J’ai peur. Mon cœur bat la chamade. Je n’arrive plus à respirer. Un peu plus et je vais céder. J’ignore pourquoi le sort s’acharne sur moi, dans quel but, à quelle fin. Mais de toute évidence, il est inutile de résister. Je vais y passer. Tout le monde doit y passer, tôt ou tard. Alors je m’incline… je lâche prise... je me laisse emporter... c’est la fin, je pars…
Serait-ce un rai de lumière que j’aperçois ? Oui, c’est bien de la lumière. Et une lumière d’une rare intensité, d’ailleurs. C’est étrange… il me semble ne rien faire en ce sens, et pourtant je sens que je me dirige vers elle – ou bien, est-ce la lumière qui vient vers moi ? –, elle devient plus grande et plus vive, c’est éblouissant ! Et maintenant des sons ! C’est fort… trop fort ! J’entre dans la lumière – ou alors c’est la lumière qui m’englobe ; impossible à dire – et je sens un souffle de fraîcheur, une légère brise qui balaye mon visage. Mais où suis-je donc ? Tout est si confus. Me voici, le visage baigné d’une lumière éclatante, environné de sons majestueux, enveloppé d’une atmosphère spacieuse et éthérée, et… Eh ! Qu’est-ce que c’est ?! Quelque chose me saisit ! Je me sens tiré, tracté vers la lumière. Doucement, dites-donc ! Non ! Lâchez-moi ! À L’AIDE !!!

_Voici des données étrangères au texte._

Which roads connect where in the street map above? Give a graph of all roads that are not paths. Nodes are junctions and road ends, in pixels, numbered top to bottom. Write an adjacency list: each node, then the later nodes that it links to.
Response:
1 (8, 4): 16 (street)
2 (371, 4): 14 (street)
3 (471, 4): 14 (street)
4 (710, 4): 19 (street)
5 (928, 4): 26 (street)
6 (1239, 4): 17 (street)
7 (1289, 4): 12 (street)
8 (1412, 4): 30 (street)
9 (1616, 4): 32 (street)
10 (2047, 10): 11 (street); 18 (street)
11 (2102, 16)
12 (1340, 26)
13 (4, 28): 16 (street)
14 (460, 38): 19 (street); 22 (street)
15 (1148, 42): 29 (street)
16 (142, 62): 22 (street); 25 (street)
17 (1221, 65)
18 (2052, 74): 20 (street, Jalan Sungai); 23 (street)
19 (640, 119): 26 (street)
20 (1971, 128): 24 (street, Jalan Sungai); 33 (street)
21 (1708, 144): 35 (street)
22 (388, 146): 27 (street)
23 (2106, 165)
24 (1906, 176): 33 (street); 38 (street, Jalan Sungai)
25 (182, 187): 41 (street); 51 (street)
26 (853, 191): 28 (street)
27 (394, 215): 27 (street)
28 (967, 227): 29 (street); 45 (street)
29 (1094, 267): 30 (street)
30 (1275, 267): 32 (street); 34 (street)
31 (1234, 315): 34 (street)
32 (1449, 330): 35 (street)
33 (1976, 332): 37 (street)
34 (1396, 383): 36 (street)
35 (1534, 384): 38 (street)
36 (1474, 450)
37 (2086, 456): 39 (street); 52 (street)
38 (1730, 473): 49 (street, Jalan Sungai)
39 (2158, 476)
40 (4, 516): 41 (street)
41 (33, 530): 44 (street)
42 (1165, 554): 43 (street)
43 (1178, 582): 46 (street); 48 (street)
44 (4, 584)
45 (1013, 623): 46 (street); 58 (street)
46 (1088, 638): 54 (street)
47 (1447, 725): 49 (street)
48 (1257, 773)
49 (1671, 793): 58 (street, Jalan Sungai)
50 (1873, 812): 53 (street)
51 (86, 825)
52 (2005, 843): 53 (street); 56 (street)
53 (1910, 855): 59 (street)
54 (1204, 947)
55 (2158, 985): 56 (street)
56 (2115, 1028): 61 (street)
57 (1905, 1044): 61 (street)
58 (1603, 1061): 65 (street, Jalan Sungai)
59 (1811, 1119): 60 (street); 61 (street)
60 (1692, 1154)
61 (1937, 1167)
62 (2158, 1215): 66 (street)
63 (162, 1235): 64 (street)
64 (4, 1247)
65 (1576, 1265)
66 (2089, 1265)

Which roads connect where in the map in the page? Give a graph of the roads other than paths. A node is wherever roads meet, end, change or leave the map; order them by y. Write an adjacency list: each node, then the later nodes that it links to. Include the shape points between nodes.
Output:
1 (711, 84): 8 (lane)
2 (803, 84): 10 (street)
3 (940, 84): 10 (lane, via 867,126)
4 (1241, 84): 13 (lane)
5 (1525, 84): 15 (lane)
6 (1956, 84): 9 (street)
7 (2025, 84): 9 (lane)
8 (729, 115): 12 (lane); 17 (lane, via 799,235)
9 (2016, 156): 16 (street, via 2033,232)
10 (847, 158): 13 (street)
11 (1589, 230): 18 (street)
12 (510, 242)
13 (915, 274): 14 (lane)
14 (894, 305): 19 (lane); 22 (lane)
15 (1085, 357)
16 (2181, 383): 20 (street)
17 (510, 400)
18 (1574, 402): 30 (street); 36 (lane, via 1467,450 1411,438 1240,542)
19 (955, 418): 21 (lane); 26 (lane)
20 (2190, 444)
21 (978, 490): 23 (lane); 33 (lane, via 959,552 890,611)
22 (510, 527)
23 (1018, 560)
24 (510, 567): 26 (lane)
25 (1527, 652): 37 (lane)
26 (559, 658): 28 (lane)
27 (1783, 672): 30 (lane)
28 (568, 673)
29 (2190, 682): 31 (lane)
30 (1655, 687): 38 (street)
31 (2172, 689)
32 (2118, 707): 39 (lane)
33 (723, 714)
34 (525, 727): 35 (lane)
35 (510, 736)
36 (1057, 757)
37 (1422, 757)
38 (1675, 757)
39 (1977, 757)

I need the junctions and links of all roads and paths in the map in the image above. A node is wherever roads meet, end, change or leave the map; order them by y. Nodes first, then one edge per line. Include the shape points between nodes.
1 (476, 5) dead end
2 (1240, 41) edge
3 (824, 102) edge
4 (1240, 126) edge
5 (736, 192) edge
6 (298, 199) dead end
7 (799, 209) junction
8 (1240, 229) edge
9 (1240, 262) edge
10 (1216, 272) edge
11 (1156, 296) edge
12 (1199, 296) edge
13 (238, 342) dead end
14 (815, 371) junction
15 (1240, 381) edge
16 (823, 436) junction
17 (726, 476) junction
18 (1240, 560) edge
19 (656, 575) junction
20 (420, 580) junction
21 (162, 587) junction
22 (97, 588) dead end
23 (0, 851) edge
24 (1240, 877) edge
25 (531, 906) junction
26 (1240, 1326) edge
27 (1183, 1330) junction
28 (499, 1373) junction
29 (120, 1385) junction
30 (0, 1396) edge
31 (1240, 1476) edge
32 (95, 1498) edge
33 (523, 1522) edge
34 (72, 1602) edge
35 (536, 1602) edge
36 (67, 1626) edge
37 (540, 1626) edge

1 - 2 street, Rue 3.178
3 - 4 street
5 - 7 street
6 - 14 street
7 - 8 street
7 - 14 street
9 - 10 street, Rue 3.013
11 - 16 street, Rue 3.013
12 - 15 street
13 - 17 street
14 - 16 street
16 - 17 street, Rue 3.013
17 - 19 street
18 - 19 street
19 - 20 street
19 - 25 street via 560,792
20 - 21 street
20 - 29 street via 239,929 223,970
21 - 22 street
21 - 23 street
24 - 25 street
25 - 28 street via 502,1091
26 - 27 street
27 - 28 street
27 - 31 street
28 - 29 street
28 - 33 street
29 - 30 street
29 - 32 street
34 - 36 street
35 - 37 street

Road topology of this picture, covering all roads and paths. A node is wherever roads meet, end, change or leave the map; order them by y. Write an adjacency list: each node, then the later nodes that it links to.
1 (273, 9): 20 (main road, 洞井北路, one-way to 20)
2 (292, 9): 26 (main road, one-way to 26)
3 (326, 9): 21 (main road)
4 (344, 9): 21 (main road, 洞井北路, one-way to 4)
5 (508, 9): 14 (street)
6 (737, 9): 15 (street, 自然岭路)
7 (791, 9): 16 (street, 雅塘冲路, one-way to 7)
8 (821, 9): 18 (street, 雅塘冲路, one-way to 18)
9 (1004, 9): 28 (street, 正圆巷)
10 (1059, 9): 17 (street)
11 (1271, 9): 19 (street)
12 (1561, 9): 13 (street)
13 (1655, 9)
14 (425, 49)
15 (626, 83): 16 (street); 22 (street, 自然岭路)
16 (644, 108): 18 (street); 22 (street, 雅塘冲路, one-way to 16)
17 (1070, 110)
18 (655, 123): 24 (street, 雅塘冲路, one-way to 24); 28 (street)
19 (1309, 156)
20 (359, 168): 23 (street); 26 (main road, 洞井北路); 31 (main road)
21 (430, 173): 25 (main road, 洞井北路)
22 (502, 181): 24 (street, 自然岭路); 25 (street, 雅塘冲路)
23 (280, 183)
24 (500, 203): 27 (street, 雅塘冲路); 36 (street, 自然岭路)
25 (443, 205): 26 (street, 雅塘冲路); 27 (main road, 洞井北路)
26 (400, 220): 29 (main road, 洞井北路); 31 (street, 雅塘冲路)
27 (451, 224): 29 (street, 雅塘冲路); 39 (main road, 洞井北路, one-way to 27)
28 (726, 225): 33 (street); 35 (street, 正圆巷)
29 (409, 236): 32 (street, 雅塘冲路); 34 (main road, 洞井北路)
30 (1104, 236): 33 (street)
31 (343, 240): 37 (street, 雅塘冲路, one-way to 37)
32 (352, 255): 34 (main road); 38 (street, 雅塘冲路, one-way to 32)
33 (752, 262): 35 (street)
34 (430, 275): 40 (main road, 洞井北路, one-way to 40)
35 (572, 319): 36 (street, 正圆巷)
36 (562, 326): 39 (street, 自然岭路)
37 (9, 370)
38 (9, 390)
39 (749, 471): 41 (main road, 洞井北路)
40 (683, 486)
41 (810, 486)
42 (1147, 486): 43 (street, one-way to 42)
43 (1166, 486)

Je crie, je gigote, je me débats, puis… Tiens ?! Un objet vient de se poser contre moi – ou bien est-ce moi qui me suis posé contre cet objet ? – c’est chaud, c’est doux, et ça sent bon. La lumière est encore trop vive pour que j’y voie, mais l’odeur, le toucher et le timbre de voix me sont familiers. Et au-delà de ce que me disent mes sens, il y a ce message silencieux : « tout va bien ». Je sens que le calme me gagne à mesure que cette présence encore floue m’enveloppe d’un amour infini. Apaisé, rassuré, je m’endors.
Les jours ont passé, depuis. Le flou d’autrefois a fait place à une netteté inimaginable. Les sons se présentent avec une clarté inouïe. Le chaud, le froid, le doux, le rêche, tout est incomparablement plus tangible. La gamme de mes perceptions s’est considérablement élargie, c’est miraculeux. Je découvre un monde étrangement familier, où rien n’est nouveau bien que tout soit neuf. La terrible oppression a complètement disparu. Mais, avec elle, a aussi disparu cette sensation de cocon qui formait la trame de ma précédente existence. J’avoue que n’y comprends toujours rien. Mais peu importe ! Une nouvelle vie s’offre à moi. Et je dois dire que je l’aime déjà… cette vie-là.